Ma allora, perché l’Italia non riesce a considerare una priorità il patrimonio culturale? «Nell’Ottocento c’era chi investiva nella macchina e chi invece investiva sulla biada da dare ai cavalli. Il futuro era la macchina, non i cavalli, ma all’epoca non fu capito subito. Ecco sull’arte», spiega Nannipieri, «siamo allo stesso punto: ci sono ancora oggi tante persone che pensano che il futuro sia nella biada e nei cavalli. Prendi un qualsiasi Ministro o Presidente Commissione Cultura del Parlamento. Quasi mai parla di cultura come fatturazione, profitto, attrazione internazionale, nanotecnologie applicate ai beni culturali. Perché? Perché loro pensano ancora alla biada».

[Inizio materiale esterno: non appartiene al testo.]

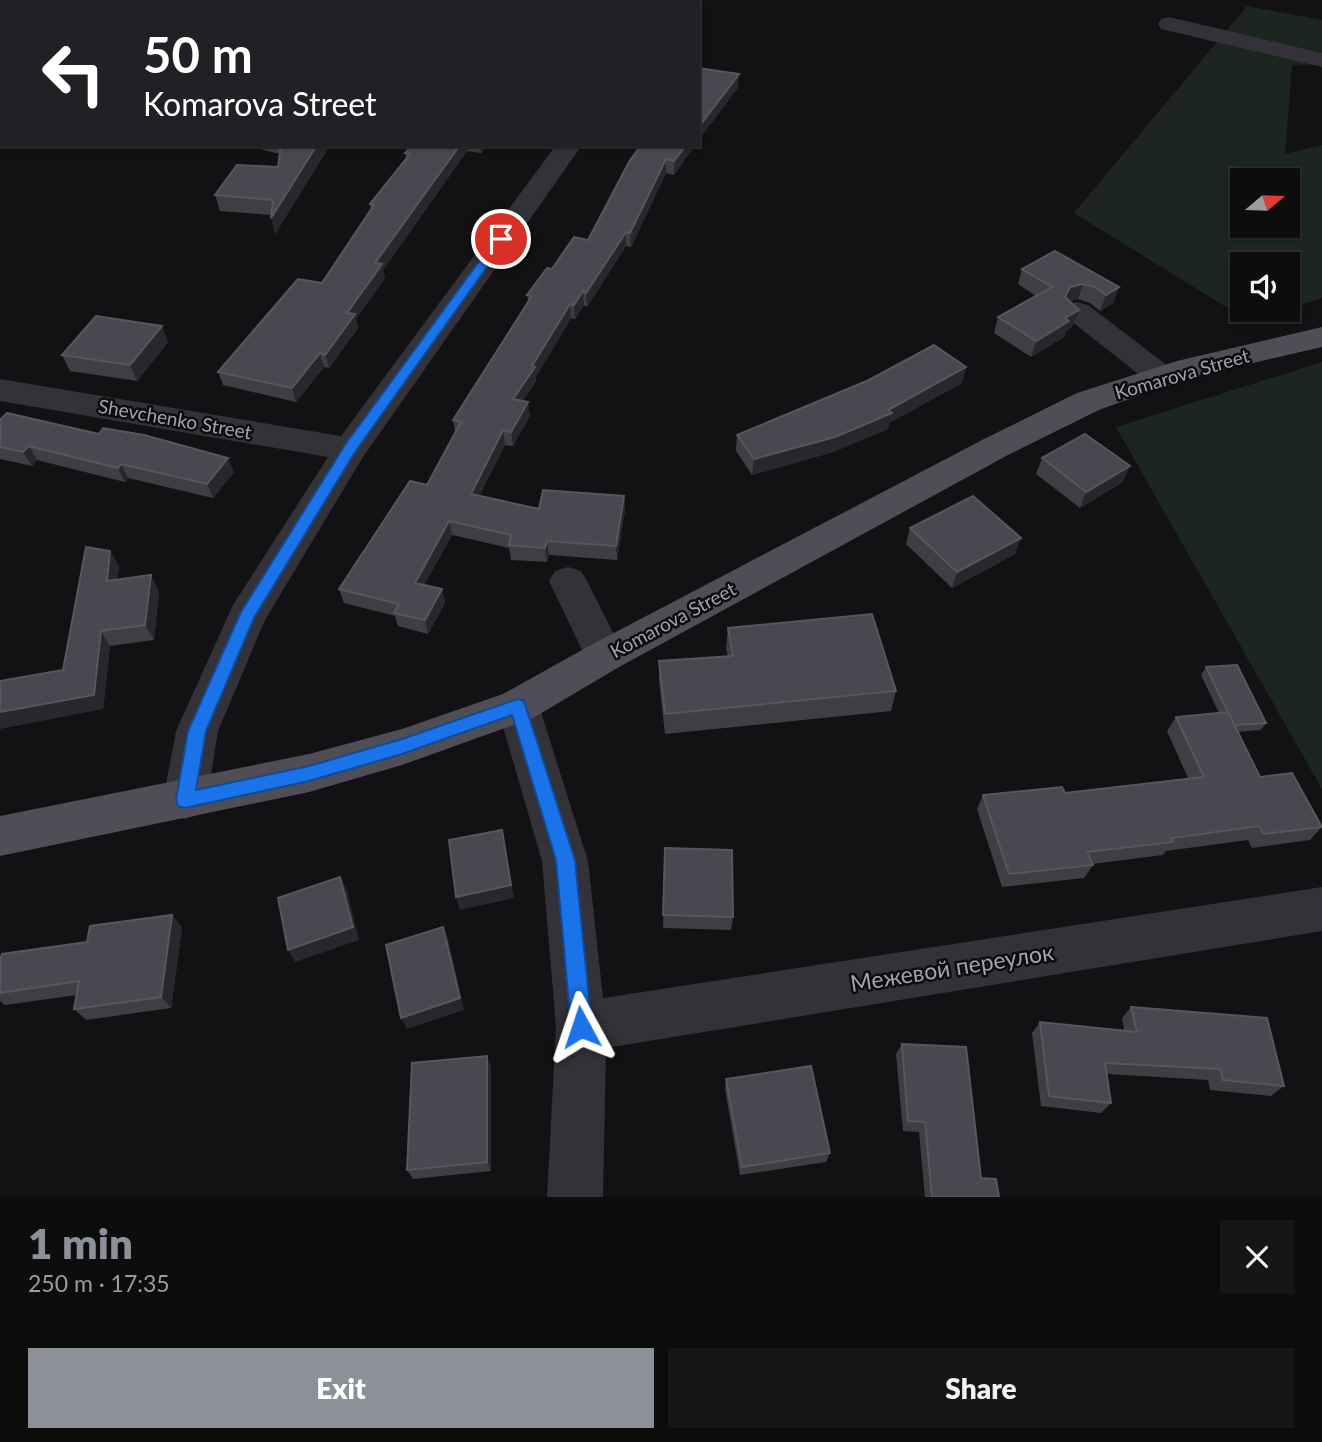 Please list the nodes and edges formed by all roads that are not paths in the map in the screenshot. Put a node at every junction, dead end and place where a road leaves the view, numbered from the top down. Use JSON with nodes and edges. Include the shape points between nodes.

Una battaglia da vincere, quindi, contro l’indifferenza, la mentalità provinciale e la speculazione criminale: «La vera rivoluzione sull’arte la stanno facendo i criminali. Hanno capito che molti luoghi monumentali sono indisturbati. Puoi razziare, spacciare, smerciare roba contraffatta, e nessuno ti disturba. Possiamo tacere tutto questo?». Un libro che esce in concomitanza con delle polemiche: «Per un anno ho presentato su Rai 1, al “Caffè” di UnoMattina, una rubrica sull’arte, così Rai Eri ha deciso di farne un libro con Rubbettino. Ma siccome nel frattempo sono diventato assessore alla Cultura a Cascina (Pistoia), in una giunta leghista dopo 70 anni di sinistra, non ho ricevuto più una telefonata dalla Rai. E il libro è sparito dalla tv pubblica. Casualità?».